--- Stored data Enclosed Below ---

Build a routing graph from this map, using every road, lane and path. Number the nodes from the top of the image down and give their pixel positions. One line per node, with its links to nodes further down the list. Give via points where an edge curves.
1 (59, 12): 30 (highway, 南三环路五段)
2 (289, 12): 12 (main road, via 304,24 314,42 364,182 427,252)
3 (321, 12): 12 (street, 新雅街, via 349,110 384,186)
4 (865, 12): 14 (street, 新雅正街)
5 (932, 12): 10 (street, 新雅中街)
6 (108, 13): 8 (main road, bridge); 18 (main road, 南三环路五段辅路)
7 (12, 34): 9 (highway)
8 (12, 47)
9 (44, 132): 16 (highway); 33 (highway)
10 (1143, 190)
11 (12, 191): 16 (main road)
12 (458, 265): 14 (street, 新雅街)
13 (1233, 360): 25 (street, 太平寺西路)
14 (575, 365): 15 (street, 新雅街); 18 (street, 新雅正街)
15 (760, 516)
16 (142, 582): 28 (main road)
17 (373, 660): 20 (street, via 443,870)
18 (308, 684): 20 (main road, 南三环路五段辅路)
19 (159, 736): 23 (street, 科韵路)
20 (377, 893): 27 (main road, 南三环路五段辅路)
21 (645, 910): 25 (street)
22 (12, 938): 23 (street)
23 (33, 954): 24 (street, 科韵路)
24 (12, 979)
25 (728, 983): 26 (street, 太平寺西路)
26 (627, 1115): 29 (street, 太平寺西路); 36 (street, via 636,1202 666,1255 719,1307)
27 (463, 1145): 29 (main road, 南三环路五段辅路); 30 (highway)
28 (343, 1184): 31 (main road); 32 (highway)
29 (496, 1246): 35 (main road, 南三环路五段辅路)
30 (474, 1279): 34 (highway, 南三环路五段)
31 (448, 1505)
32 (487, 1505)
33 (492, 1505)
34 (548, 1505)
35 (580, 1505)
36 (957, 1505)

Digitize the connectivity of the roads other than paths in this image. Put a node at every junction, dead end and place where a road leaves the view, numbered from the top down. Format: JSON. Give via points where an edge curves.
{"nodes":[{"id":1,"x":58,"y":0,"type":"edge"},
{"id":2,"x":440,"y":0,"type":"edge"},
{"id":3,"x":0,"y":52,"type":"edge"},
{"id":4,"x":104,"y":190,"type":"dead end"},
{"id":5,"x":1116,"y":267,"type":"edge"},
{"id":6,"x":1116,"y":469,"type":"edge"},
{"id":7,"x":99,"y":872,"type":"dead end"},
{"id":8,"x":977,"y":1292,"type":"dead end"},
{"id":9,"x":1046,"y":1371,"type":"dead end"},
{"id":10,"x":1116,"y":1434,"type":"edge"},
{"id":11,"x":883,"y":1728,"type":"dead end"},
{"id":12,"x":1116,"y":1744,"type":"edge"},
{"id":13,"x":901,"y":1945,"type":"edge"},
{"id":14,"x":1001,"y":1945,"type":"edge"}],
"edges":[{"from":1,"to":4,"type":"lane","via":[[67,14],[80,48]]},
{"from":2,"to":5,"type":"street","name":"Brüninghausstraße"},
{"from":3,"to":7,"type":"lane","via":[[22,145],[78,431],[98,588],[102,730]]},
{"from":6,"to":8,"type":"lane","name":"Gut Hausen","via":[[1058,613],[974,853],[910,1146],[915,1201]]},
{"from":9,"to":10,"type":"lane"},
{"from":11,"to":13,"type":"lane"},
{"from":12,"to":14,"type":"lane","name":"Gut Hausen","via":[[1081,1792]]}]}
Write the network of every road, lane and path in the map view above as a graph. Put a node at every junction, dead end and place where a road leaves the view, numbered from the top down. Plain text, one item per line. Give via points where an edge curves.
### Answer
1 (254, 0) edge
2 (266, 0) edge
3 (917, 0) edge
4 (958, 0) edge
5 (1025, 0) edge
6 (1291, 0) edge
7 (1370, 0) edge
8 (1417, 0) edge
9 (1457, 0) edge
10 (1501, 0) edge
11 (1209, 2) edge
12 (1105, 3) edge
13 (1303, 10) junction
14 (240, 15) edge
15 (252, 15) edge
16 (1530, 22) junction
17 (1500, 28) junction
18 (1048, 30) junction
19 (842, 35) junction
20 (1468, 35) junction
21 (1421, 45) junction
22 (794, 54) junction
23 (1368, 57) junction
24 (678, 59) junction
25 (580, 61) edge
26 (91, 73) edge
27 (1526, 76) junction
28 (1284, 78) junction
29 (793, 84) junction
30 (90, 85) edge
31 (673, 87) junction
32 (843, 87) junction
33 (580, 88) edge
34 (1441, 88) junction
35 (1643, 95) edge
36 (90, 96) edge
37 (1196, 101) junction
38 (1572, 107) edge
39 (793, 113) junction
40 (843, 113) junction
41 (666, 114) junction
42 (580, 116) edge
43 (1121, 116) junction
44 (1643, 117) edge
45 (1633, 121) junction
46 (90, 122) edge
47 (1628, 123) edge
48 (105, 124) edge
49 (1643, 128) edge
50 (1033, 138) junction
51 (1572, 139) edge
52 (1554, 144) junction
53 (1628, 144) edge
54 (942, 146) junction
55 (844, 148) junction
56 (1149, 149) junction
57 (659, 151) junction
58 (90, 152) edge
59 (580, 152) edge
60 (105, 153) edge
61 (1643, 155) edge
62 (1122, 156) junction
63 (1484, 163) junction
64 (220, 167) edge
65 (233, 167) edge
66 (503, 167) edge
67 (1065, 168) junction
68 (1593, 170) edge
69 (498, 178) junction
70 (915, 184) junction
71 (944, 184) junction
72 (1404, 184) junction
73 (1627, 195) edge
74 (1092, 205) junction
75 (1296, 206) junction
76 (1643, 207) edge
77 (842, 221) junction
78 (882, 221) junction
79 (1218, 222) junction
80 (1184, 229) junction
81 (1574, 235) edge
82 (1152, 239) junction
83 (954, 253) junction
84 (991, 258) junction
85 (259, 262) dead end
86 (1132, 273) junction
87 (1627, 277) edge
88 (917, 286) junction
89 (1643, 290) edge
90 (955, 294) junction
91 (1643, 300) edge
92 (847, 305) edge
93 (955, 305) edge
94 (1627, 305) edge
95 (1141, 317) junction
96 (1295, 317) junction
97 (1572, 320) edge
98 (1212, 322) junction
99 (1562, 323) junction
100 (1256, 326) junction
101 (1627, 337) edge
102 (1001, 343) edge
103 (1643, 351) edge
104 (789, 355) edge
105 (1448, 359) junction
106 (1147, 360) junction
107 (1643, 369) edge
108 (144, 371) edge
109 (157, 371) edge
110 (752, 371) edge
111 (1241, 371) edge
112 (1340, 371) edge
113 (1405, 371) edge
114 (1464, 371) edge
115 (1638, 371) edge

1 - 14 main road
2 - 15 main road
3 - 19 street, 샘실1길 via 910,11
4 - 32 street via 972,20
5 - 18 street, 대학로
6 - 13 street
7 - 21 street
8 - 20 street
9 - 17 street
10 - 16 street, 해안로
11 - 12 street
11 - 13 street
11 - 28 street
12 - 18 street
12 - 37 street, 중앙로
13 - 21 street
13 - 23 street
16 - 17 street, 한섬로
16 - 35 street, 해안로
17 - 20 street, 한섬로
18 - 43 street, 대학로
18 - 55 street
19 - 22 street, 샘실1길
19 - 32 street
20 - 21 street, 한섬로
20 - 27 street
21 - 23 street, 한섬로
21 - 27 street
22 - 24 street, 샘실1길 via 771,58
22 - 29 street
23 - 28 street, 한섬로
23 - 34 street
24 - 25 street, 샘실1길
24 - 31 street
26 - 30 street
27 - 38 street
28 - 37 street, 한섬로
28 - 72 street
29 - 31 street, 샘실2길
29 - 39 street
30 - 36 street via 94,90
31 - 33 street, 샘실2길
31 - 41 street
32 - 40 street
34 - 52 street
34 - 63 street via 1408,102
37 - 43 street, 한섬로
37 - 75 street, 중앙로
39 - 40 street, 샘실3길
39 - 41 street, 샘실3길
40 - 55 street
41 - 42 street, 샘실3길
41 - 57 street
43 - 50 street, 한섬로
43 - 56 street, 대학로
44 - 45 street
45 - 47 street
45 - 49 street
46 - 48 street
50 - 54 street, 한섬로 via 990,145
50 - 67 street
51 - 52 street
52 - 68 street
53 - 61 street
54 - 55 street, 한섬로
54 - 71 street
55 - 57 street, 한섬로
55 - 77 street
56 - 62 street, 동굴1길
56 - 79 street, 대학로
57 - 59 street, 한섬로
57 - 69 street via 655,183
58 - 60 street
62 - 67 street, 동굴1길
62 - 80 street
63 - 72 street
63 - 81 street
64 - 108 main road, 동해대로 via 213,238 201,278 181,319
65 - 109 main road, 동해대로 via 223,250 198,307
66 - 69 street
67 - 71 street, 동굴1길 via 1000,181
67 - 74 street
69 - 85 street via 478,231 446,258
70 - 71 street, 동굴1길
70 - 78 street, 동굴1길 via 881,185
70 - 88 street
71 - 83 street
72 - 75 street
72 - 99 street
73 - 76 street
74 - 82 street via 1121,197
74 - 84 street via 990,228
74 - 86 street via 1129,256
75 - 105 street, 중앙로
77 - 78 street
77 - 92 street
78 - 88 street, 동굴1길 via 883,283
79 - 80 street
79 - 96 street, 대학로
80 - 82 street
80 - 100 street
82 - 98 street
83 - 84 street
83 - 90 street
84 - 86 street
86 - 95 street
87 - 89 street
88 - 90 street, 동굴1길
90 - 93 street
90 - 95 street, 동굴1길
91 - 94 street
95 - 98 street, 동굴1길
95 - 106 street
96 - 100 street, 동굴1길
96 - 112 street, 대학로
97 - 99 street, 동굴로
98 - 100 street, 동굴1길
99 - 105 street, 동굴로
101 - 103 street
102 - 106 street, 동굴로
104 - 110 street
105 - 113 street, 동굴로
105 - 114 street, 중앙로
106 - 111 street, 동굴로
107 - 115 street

--- End of Enclosed Stored data ---

Your task: Look through the material for "view". Copy each line that has it.

Solved exercise:
Digitize the connectivity of the roads other than paths in this image. Put a node at every junction, dead end and place where a road leaves the view, numbered from the top down. Format: JSON. Give via points where an edge curves.
Write the network of every road, lane and path in the map view above as a graph. Put a node at every junction, dead end and place where a road leaves the view, numbered from the top down. Plain text, one item per line. Give via points where an edge curves.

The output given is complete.